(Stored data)

>>>

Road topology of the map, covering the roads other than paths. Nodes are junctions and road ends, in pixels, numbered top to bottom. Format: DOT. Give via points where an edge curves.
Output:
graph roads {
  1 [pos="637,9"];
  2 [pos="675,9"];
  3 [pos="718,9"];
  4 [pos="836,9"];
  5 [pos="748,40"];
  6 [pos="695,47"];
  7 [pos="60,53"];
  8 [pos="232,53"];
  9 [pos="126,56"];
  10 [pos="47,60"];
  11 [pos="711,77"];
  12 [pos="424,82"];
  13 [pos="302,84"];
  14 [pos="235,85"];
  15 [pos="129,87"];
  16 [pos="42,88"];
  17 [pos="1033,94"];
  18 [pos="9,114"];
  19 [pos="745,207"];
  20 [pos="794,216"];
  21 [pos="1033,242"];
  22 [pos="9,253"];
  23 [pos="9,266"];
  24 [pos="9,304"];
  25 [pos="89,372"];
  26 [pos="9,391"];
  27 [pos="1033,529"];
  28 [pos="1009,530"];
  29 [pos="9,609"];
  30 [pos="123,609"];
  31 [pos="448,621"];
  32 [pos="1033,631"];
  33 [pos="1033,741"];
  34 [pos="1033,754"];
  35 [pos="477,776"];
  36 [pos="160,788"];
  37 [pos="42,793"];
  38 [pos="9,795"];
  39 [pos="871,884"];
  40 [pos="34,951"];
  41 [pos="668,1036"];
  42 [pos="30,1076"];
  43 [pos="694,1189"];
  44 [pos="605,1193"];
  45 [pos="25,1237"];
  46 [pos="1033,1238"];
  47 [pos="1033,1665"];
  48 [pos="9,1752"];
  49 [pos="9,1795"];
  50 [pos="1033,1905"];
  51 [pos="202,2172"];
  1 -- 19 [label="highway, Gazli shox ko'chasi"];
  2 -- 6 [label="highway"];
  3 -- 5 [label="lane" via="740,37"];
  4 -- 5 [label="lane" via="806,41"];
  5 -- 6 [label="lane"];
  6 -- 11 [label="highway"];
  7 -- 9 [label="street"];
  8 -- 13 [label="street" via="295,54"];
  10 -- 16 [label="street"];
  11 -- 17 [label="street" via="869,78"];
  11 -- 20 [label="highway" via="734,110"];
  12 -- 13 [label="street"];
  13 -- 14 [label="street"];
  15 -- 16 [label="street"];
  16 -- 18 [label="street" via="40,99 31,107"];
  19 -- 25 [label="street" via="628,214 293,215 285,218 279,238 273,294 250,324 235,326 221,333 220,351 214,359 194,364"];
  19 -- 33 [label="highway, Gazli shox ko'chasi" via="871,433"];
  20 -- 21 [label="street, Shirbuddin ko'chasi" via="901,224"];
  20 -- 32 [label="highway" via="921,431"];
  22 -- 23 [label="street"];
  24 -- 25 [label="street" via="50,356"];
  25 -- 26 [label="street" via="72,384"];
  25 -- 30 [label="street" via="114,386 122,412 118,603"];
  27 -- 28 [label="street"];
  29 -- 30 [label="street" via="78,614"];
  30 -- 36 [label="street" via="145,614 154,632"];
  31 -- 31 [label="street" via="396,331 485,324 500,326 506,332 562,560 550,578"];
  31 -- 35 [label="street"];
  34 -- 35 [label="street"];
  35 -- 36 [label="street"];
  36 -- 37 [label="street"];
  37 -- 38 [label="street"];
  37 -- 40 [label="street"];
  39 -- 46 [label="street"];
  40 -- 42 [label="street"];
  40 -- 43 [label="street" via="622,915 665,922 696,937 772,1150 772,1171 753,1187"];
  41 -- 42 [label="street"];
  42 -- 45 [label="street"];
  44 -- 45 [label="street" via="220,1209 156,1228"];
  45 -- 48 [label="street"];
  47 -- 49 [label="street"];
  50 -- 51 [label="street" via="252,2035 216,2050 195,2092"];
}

<<<

→ **Exercise prompt**:
All entries are to be copied exactly as they read.

→ **Solution to this exercise**:
Road topology of the map, covering the roads other than paths. Nodes are junctions and road ends, in pixels, numbered top to bottom. Format: DOT. Give via points where an edge curves.
Output:
graph roads {
  1 [pos="637,9"];
  2 [pos="675,9"];
  3 [pos="718,9"];
  4 [pos="836,9"];
  5 [pos="748,40"];
  6 [pos="695,47"];
  7 [pos="60,53"];
  8 [pos="232,53"];
  9 [pos="126,56"];
  10 [pos="47,60"];
  11 [pos="711,77"];
  12 [pos="424,82"];
  13 [pos="302,84"];
  14 [pos="235,85"];
  15 [pos="129,87"];
  16 [pos="42,88"];
  17 [pos="1033,94"];
  18 [pos="9,114"];
  19 [pos="745,207"];
  20 [pos="794,216"];
  21 [pos="1033,242"];
  22 [pos="9,253"];
  23 [pos="9,266"];
  24 [pos="9,304"];
  25 [pos="89,372"];
  26 [pos="9,391"];
  27 [pos="1033,529"];
  28 [pos="1009,530"];
  29 [pos="9,609"];
  30 [pos="123,609"];
  31 [pos="448,621"];
  32 [pos="1033,631"];
  33 [pos="1033,741"];
  34 [pos="1033,754"];
  35 [pos="477,776"];
  36 [pos="160,788"];
  37 [pos="42,793"];
  38 [pos="9,795"];
  39 [pos="871,884"];
  40 [pos="34,951"];
  41 [pos="668,1036"];
  42 [pos="30,1076"];
  43 [pos="694,1189"];
  44 [pos="605,1193"];
  45 [pos="25,1237"];
  46 [pos="1033,1238"];
  47 [pos="1033,1665"];
  48 [pos="9,1752"];
  49 [pos="9,1795"];
  50 [pos="1033,1905"];
  51 [pos="202,2172"];
  1 -- 19 [label="highway, Gazli shox ko'chasi"];
  2 -- 6 [label="highway"];
  3 -- 5 [label="lane" via="740,37"];
  4 -- 5 [label="lane" via="806,41"];
  5 -- 6 [label="lane"];
  6 -- 11 [label="highway"];
  7 -- 9 [label="street"];
  8 -- 13 [label="street" via="295,54"];
  10 -- 16 [label="street"];
  11 -- 17 [label="street" via="869,78"];
  11 -- 20 [label="highway" via="734,110"];
  12 -- 13 [label="street"];
  13 -- 14 [label="street"];
  15 -- 16 [label="street"];
  16 -- 18 [label="street" via="40,99 31,107"];
  19 -- 25 [label="street" via="628,214 293,215 285,218 279,238 273,294 250,324 235,326 221,333 220,351 214,359 194,364"];
  19 -- 33 [label="highway, Gazli shox ko'chasi" via="871,433"];
  20 -- 21 [label="street, Shirbuddin ko'chasi" via="901,224"];
  20 -- 32 [label="highway" via="921,431"];
  22 -- 23 [label="street"];
  24 -- 25 [label="street" via="50,356"];
  25 -- 26 [label="street" via="72,384"];
  25 -- 30 [label="street" via="114,386 122,412 118,603"];
  27 -- 28 [label="street"];
  29 -- 30 [label="street" via="78,614"];
  30 -- 36 [label="street" via="145,614 154,632"];
  31 -- 31 [label="street" via="396,331 485,324 500,326 506,332 562,560 550,578"];
  31 -- 35 [label="street"];
  34 -- 35 [label="street"];
  35 -- 36 [label="street"];
  36 -- 37 [label="street"];
  37 -- 38 [label="street"];
  37 -- 40 [label="street"];
  39 -- 46 [label="street"];
  40 -- 42 [label="street"];
  40 -- 43 [label="street" via="622,915 665,922 696,937 772,1150 772,1171 753,1187"];
  41 -- 42 [label="street"];
  42 -- 45 [label="street"];
  44 -- 45 [label="street" via="220,1209 156,1228"];
  45 -- 48 [label="street"];
  47 -- 49 [label="street"];
  50 -- 51 [label="street" via="252,2035 216,2050 195,2092"];
}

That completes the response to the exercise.